Jonathan Romney 

Woman in Gold review – Helen Mirren twinkles

A woman fights the Austrian government to win back a Nazi-looted Klimt painting in this bland take on a true story
  
  

'Crowdpleaser': Helen Mirren, Ryan Reynolds… and the Klimt.
‘Crowdpleaser’: Helen Mirren, Ryan Reynolds… and the Klimt. Photograph: Moviestore/Rex Photograph: Moviestore/Rex

True story alert: Helen Mirren plays Maria Altmann, a Viennese-born resident of Los Angeles, who in 1998 battled the Austrian authorities for ownership of the eponymous Klimt painting, stolen from her Jewish family by the Nazis. Believe it or not, the attorney who helped her was the grandson of the composer Arnold Schoenberg. Woman in Gold is a soft-centred plain-folks-prevail heartwarmer with a blandly educational undertow, and with flashbacks to an escape from Nazi Austria that are crowd-pleasing rather than nail-biting.

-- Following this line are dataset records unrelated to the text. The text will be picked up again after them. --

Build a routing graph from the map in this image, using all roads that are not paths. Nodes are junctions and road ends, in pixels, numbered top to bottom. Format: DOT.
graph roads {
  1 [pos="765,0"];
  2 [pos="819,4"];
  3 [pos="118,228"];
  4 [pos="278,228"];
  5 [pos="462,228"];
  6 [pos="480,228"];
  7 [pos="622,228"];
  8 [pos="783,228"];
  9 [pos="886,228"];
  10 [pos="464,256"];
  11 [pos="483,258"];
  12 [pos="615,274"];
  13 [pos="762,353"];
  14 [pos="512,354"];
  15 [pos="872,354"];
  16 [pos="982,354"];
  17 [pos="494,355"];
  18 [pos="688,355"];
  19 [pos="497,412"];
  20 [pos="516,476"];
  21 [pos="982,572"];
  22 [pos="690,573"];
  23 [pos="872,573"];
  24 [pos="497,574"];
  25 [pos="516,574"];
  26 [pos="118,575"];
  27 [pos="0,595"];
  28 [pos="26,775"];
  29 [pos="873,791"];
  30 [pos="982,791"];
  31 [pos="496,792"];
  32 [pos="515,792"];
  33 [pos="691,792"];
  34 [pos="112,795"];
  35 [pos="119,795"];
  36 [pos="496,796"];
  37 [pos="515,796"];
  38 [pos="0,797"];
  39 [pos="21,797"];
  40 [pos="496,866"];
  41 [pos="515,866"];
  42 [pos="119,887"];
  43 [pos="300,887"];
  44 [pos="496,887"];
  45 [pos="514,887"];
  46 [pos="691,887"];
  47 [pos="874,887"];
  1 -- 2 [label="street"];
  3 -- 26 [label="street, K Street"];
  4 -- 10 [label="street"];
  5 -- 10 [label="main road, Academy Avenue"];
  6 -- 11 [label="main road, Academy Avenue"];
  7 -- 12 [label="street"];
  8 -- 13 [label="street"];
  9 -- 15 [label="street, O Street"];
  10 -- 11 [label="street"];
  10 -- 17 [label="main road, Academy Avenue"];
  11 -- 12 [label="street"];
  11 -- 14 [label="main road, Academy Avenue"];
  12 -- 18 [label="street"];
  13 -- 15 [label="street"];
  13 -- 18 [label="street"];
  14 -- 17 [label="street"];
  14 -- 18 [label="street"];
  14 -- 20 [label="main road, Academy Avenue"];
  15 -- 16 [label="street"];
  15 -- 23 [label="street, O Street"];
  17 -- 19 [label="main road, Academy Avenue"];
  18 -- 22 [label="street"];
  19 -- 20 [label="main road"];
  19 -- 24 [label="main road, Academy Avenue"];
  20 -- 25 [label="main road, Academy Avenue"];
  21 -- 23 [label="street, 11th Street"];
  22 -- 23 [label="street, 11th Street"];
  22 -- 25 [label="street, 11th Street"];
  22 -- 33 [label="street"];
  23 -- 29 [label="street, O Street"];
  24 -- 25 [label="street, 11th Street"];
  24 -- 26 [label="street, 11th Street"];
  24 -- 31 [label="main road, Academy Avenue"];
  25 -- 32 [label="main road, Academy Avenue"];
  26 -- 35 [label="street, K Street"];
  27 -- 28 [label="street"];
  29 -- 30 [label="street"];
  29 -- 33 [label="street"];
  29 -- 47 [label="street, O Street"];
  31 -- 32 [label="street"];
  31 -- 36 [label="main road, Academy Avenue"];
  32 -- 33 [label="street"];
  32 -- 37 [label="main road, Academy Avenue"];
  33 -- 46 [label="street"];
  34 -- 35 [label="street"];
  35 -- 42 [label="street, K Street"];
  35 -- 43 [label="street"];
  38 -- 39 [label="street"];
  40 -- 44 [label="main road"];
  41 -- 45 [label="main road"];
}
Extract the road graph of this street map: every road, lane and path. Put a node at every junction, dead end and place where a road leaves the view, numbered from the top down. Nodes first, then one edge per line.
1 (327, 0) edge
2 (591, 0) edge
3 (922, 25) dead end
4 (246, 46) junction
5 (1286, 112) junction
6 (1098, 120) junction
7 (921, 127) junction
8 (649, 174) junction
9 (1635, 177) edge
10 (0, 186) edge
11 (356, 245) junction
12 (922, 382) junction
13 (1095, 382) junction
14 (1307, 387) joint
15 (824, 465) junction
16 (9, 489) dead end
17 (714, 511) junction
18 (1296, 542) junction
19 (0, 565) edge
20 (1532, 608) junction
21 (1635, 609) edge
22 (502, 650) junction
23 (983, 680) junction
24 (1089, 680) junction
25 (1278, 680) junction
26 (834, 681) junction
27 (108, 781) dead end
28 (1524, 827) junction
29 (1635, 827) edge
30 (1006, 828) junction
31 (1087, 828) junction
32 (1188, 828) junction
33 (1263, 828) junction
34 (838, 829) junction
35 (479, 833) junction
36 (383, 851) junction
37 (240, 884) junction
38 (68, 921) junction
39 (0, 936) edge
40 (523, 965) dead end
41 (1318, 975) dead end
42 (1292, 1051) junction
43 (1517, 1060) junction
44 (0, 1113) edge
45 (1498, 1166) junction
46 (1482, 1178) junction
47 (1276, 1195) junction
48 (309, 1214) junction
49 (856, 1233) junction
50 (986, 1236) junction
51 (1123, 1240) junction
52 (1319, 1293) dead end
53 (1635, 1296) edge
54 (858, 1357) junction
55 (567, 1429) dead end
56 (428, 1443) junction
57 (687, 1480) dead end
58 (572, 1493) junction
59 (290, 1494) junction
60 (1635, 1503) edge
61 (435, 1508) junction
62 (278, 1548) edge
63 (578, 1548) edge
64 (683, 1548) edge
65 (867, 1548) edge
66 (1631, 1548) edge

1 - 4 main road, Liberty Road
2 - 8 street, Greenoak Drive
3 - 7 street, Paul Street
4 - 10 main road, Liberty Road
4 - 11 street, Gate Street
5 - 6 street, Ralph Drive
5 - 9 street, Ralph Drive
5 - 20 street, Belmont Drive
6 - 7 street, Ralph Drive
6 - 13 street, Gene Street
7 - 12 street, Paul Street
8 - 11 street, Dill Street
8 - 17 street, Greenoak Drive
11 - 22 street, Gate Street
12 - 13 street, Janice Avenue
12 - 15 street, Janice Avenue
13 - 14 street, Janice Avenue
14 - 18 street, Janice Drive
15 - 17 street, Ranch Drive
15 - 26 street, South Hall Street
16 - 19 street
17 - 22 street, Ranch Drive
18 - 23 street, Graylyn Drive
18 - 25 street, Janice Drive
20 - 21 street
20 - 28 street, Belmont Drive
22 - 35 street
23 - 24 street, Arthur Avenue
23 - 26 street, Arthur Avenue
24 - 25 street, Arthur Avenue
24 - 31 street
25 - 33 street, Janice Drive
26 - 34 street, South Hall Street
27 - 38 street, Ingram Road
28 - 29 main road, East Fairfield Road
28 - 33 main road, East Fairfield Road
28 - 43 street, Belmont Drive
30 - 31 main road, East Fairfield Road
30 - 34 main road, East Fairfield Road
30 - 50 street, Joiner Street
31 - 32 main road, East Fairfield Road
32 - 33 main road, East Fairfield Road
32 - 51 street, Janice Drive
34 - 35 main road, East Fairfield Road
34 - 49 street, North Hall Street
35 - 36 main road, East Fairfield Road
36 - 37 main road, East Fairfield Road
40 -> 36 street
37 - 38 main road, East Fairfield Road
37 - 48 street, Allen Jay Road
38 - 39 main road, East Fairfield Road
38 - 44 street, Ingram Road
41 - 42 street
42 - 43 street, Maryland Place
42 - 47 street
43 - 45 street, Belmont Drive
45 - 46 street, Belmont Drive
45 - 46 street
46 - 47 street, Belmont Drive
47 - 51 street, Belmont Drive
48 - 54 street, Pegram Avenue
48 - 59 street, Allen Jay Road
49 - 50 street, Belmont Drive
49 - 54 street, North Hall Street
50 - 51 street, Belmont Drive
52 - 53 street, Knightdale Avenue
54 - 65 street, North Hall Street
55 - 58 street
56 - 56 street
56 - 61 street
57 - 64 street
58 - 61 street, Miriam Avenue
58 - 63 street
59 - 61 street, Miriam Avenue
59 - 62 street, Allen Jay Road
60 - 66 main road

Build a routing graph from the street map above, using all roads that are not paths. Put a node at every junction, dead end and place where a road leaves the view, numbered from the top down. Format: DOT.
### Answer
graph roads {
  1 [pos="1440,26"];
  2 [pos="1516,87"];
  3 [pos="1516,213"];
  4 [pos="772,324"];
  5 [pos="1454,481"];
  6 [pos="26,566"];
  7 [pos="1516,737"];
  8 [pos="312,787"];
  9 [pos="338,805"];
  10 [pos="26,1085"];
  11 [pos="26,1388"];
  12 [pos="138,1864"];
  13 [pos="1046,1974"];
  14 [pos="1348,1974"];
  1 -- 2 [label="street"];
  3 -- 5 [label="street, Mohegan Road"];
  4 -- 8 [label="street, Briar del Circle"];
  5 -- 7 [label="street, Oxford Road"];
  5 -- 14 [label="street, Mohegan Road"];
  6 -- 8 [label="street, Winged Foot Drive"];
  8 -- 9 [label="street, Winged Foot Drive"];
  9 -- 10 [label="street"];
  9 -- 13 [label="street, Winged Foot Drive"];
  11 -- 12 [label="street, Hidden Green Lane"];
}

There are few surprises here, except that Ryan Reynolds, as Randy Schoenberg (which strikes me as a pretty damn rock’n’roll name, wouldn’t you say?) is rather winning as a self-deprecating but determined hero in beige windcheaters. It won’t do the film any harm at the box office that Helen Mirren twinkles indomitably. She’s as good as ever, but really – of all the things you want to see Dame Helen doing indomitably, twinkling isn’t among them.